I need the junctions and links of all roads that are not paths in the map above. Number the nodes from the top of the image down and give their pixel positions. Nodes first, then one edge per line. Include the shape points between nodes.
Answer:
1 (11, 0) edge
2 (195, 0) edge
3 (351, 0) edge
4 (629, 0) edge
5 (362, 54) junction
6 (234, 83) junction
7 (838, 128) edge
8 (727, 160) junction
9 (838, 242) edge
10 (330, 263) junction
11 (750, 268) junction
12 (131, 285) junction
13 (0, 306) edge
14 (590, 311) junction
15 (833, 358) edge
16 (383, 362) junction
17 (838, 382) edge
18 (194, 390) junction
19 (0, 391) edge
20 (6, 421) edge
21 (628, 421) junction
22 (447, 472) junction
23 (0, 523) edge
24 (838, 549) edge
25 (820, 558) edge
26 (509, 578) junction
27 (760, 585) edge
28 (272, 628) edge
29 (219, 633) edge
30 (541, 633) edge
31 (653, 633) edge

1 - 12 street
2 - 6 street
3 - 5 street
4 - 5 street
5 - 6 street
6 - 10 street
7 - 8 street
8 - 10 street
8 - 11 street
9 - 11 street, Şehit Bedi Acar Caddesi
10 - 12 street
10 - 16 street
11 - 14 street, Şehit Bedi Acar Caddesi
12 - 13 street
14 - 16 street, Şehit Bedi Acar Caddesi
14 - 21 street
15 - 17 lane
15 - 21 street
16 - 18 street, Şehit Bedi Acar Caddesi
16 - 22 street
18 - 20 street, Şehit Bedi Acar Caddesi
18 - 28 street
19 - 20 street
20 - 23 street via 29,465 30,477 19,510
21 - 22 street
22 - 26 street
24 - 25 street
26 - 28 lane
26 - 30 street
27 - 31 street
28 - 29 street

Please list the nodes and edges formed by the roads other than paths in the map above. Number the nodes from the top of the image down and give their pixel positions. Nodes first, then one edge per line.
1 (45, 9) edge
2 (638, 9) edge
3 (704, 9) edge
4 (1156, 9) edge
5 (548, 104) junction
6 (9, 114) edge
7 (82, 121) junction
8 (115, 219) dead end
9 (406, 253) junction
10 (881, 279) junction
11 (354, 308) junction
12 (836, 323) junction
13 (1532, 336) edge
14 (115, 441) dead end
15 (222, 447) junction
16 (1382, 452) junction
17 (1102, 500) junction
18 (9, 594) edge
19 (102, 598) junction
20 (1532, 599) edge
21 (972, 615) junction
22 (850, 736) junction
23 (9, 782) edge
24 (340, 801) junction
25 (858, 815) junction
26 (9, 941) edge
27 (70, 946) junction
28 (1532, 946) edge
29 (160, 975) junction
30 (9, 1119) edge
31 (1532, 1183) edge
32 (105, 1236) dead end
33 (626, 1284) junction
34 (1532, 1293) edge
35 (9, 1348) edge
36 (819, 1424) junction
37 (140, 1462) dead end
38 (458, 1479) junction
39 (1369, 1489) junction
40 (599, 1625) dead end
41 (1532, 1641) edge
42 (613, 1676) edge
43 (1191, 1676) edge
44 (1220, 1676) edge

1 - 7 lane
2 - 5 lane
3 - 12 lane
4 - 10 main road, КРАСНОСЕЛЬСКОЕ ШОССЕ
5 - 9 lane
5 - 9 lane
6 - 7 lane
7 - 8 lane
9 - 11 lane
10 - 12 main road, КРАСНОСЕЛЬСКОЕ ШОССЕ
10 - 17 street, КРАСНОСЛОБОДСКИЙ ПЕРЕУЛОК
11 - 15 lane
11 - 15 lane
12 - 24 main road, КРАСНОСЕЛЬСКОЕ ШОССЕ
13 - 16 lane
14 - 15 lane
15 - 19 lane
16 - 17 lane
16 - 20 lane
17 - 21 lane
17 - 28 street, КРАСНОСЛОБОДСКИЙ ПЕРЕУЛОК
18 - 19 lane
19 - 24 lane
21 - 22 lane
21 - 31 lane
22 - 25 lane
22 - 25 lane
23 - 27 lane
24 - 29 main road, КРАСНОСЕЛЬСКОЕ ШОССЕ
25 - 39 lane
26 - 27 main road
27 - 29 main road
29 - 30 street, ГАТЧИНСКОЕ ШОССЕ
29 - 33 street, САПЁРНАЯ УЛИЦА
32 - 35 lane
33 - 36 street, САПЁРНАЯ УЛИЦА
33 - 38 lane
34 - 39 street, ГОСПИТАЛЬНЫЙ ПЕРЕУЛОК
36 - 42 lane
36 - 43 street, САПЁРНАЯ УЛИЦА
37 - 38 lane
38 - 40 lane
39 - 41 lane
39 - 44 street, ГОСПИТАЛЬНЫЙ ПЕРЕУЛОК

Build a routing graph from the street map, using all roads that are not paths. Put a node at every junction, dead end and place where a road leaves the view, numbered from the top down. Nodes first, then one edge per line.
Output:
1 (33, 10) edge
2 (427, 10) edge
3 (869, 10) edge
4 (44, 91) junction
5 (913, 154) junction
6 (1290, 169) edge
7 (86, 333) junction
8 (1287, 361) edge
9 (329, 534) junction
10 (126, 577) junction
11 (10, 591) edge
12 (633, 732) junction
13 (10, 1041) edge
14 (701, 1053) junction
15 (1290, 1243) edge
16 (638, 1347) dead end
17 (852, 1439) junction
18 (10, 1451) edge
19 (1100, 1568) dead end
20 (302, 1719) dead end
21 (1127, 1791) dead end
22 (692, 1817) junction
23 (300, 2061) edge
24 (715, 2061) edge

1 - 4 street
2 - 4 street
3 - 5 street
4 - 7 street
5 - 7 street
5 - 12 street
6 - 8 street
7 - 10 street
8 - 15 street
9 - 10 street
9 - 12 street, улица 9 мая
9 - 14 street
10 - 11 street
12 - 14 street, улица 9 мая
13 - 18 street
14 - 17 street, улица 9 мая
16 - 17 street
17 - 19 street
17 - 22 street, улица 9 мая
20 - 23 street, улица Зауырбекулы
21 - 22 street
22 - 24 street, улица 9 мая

+++

= EXERCISE DIRECTIONS =
What is wanted is an exact repetition of the lines from the one with "Build a routing" through the last line of the material above, both ends included.

= THE COMPLETED TASK =
Build a routing graph from the street map, using all roads that are not paths. Put a node at every junction, dead end and place where a road leaves the view, numbered from the top down. Nodes first, then one edge per line.
Output:
1 (33, 10) edge
2 (427, 10) edge
3 (869, 10) edge
4 (44, 91) junction
5 (913, 154) junction
6 (1290, 169) edge
7 (86, 333) junction
8 (1287, 361) edge
9 (329, 534) junction
10 (126, 577) junction
11 (10, 591) edge
12 (633, 732) junction
13 (10, 1041) edge
14 (701, 1053) junction
15 (1290, 1243) edge
16 (638, 1347) dead end
17 (852, 1439) junction
18 (10, 1451) edge
19 (1100, 1568) dead end
20 (302, 1719) dead end
21 (1127, 1791) dead end
22 (692, 1817) junction
23 (300, 2061) edge
24 (715, 2061) edge

1 - 4 street
2 - 4 street
3 - 5 street
4 - 7 street
5 - 7 street
5 - 12 street
6 - 8 street
7 - 10 street
8 - 15 street
9 - 10 street
9 - 12 street, улица 9 мая
9 - 14 street
10 - 11 street
12 - 14 street, улица 9 мая
13 - 18 street
14 - 17 street, улица 9 мая
16 - 17 street
17 - 19 street
17 - 22 street, улица 9 мая
20 - 23 street, улица Зауырбекулы
21 - 22 street
22 - 24 street, улица 9 мая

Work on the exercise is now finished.